QUI aurait imaginé, un jour ou l’autre, que Monastir, la fierté médicale nationale, toutes spécialités confondues, à l’époque bourguibienne et aussi sous l’ère du président défunt Ben Ali, l’un des pôles médicaux les plus performants dans les régions arabe, méditerranéenne et africaine et La Mecque des étudiants arabes et africains qui venaient se perfectionner dans les différentes spécialités médicales et exercer leur talent dans son hôpital universitaire avant de regagner leurs pays et y assurer les plus hautes fonctions dans le secteur de la santé et de la médecine, se transformerait, de nos jours, dix ans après la révolution, en une ville sinistrée où son hôpital universitaire se trouve dans l’incapacité d’accueillir les citoyens de la région contaminés par le Covid-19 et où les médecins et le personnel médical y exerçant lancent quotidiennement des appels de détresse implorant les autorités compétentes d’intervenir immédiatement avant que la pandémie ne devienne impossible à circonscrire, ou du moins arrêter ses retombées les plus catastrophiques.

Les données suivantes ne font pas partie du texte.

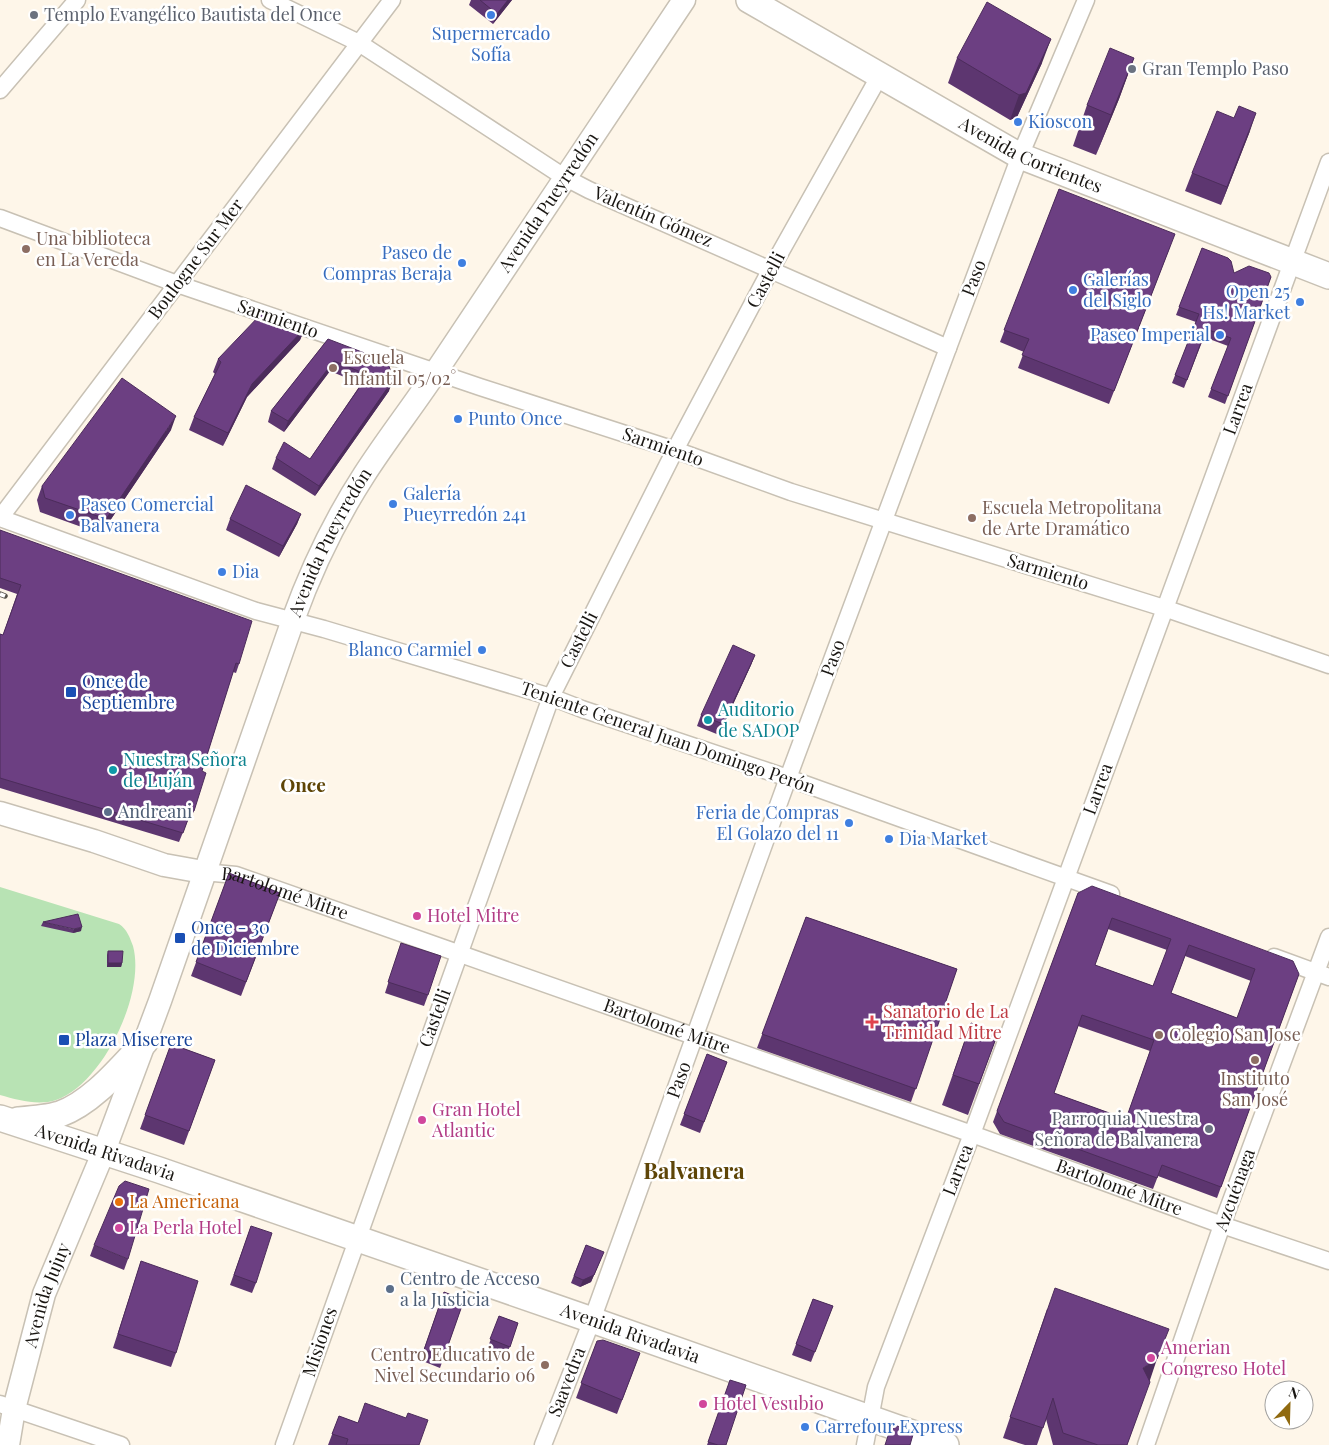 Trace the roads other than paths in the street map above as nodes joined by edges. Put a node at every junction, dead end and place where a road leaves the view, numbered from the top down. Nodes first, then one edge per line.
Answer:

Les Tunisiens se posent aujourd’hui la question et attendent une réponse qui leur apporterait un brin d’espoir à la lumière des développements inquiétants que le Covid-19 enregistre sur un rythme de plus en plus effréné, pour ce qui est de l’augmentation régulière du nombre de contaminés et de morts et aussi pour ce qui est de l’absence de conditions idoines de l’hospitalisation des malades et de leur accueil dans les hôpitaux ou les services aménagés spécialement afin de leur offrir les soins appropriés.

Et même s’il faut reconnaître que la mobilisation antivirus au niveau du ministère de la Santé et des structures qui en relèvent est toujours de mise, en dépit de la modestie des moyens, surtout financiers, mis à la disposition des médecins et des agents paramédicaux, et même si la campagne d’information et de sensibilisation à l’intention des citoyens a repris de plus belle dans l’objectif de les inciter de nouveau à respecter scrupuleusement les conditions sanitaires à même de limiter au maximum la propagation du virus, il reste toutefois beaucoup à faire dans le sens de convaincre les citoyens qu’il leur faut admettre qu’ils sont obligés de s’adapter aux exigences de la nouvelle étape dans laquelle la pandémie est entrée, une étape qui nous pousse à accepter de vivre avec l’idée que le virus est toujours présent dans notre vie et qu’il nous est possible de l’accompagner tout en évitant de subir, au maximum, ses retombées négatives.